Jin fumou um charuto com o rosto escurecido e sentou-se ao lado de Arima. Mesmo Moria não estava se sentindo melhor do que qualquer um deles e ele deixou isso aparecer em seu rosto pela primeira vez em anos.
Arima inalou e se levantou. — Lomen, me dê as Minas-G. — Ele exigiu e o artífice do esquadrão silenciosamente lhe deu a pasta cheia de minas. — Onde estão?
Jin ficou confuso no início, mas depois percebeu o que ele queria dizer. — É todo o andar de baixo. Você não sentirá falta delas.
Erin fez uma careta. — Do que está falando?
— Capitão, vá em frente. Eu só quero destruir essa coisa. — Declarou Arima e pulou sobre a pedra na frente dele. Ninguém poderia impedi-lo, pois ele já estava correndo em direção ao robô. Ele pegou o rifle que havia descartado antes e o carregou. Ele então puxou duas facas Eion e as jogou em seu alvo. A explosão resultante empurrou o robô para trás e quase o fez cair.
Arima então trocou a munição de seu rifle por balas Eion e disparou contra o pescoço da máquina, que parecia ser o ponto mais fraco.
A bala explodiu e uma pequena rachadura apareceu na pele metálica do robô. Arima tentou se aproximar como antes, mas o robô dobrou seu corpo e inesperadamente chutou Arima, que então voou e caiu nas ruínas da instalação.
— Merda! Essa coisa perdeu seus instrumentos visuais, mas parece que também tem sensores reativos! Ele não pode chegar muito perto. — Jin amaldiçoou e Tieria se levantou lentamente. Ela então caminhou em direção a Arima com determinação inabalável.
— Ei…! — Jin estendeu a mão para impedi-la, mas Moria agarrou seu ombro antes que pudesse.
— Deixa pra lá. Se quiserem morrer, morrerão. Mas não acho que seja esse o caso. — Moria proferiu e se virou e correu para a saída junto com todos os outros.

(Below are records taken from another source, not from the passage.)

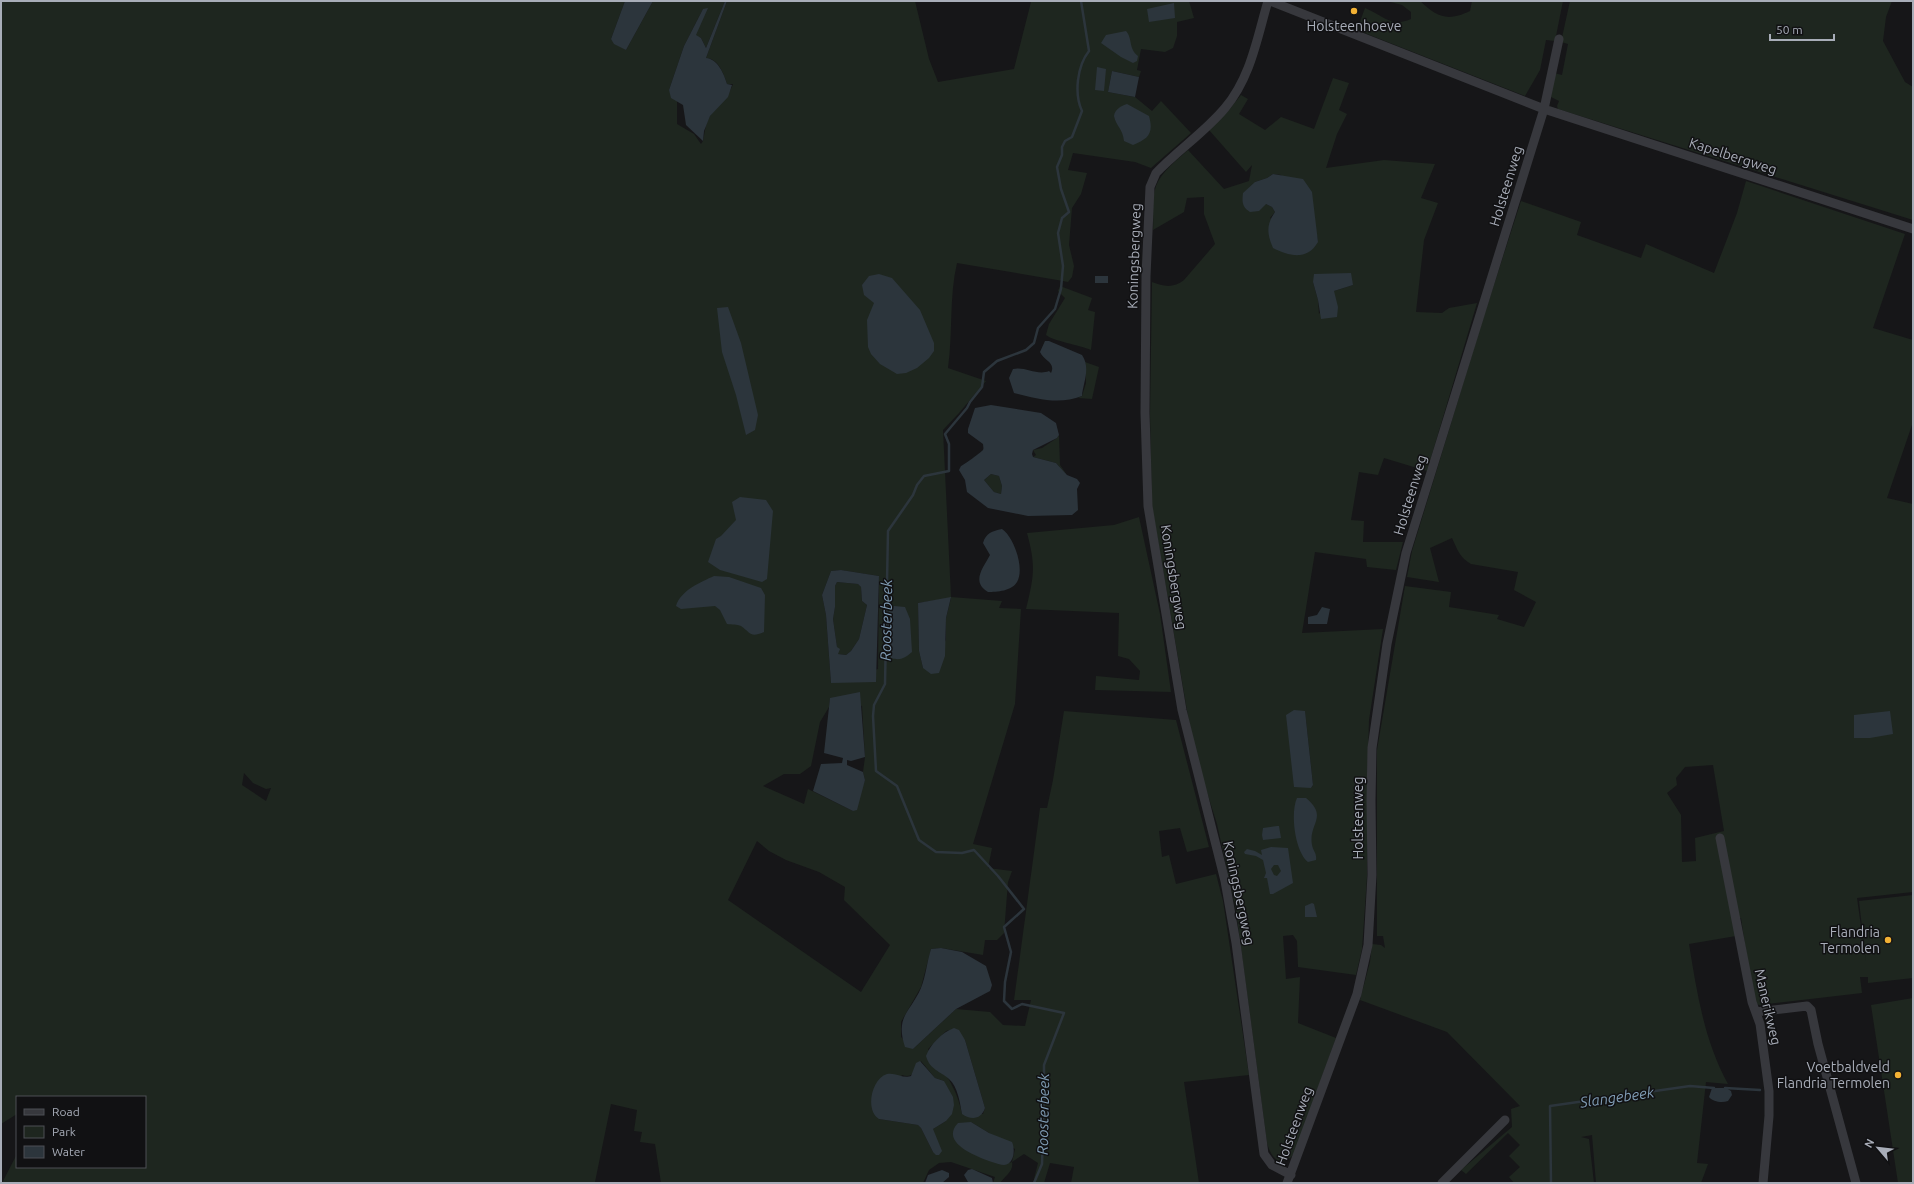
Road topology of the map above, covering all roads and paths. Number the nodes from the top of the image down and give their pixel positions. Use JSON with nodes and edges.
{"nodes":[{"id":1,"x":1269,"y":1,"type":"edge"},
{"id":2,"x":1559,"y":39,"type":"dead end"},
{"id":3,"x":1544,"y":109,"type":"junction"},
{"id":4,"x":1913,"y":229,"type":"edge"},
{"id":5,"x":1720,"y":838,"type":"dead end"},
{"id":6,"x":1756,"y":1012,"type":"junction"},
{"id":7,"x":1505,"y":1120,"type":"dead end"},
{"id":8,"x":1289,"y":1179,"type":"edge"},
{"id":9,"x":1442,"y":1183,"type":"edge"},
{"id":10,"x":1763,"y":1183,"type":"edge"},
{"id":11,"x":1856,"y":1183,"type":"edge"}],
"edges":[{"from":1,"to":3,"type":"street"},
{"from":1,"to":8,"type":"street","name":"Koningsbergweg"},
{"from":2,"to":3,"type":"street","name":"Holsteenweg"},
{"from":3,"to":4,"type":"street","name":"Kapelbergweg"},
{"from":3,"to":8,"type":"street","name":"Holsteenweg"},
{"from":5,"to":6,"type":"street","name":"Manerikweg"},
{"from":6,"to":10,"type":"street","name":"Manerikweg"},
{"from":6,"to":11,"type":"street"},
{"from":7,"to":9,"type":"street"}]}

Garo e Farro estavam prestes a levantar o corpo de Tiria, mas Jin os deteve desta vez.
— Deixe Tieria cuidar disso… Aquelas duas fizeram uma promessa de que cuidariam uma da outra mesmo após a morte. — Disse ele e os dois caras corpulentos cumpriram de má vontade.
Jin então olhou para Arima, que estava de pé entre os escombros, seu rosto cheio de sangue, e Tieria, que havia chegado ao seu lado. — Arima! Tieria! É melhor vocês voltarem vivos! — Ele latiu e saiu logo depois.
Arima riu ao ouvir seu amigo e olhou para Tieria. Ele sem palavras deu a ela três facas Eion e eles assentiram um ao outro. Arima respirou fundo e disparou com seu rifle. O robô sofreu mais um golpe e começou a disparar em direções aleatórias.
Arima chutou o chão em resposta e se moveu em paralelo com o robô enquanto ele passava de uma cobertura para outra. Ele gradualmente se aproximou do robô. Assim e graças à sua constituição física, ele poderia durar por um longo tempo.
Em algum momento, quando o robô parou de disparar, aparentemente para recarregar, Arima decidiu correr em direção a ele. A IA do robô parecia ter aprendido com seu estado cego e, como se tivesse planejado as ações do oponente, o robô revelou dois lançadores de foguetes adicionais. Mas, infelizmente, Arima estava bem preparado e explodiu os dois lançadores usando suas facas.
Arima olhou em volta e deu uma ligeira volta. Ele pegou uma corrente no chão enquanto corria e envolveu o pescoço do robô com ela. Arima puxou-o o máximo que pôde e conseguiu atrapalhar um pouco o robô e também fazer seu pescoço guinchar e torcer.
Foi a abertura perfeita para Tieria. Ela entrou pelas costas e inseriu as três facas na abertura alargada do pescoço do robô antes de pressionar os botões e pular. As facas explodiram dentro da concha de metal e a cabeça do mecha explodiu.
Quando a figura de metal caiu no chão, Arima exalou e sentou-se. Tieria lentamente veio até ele e sentou-se de costas com ele enquanto o robô explodia novamente ao fundo.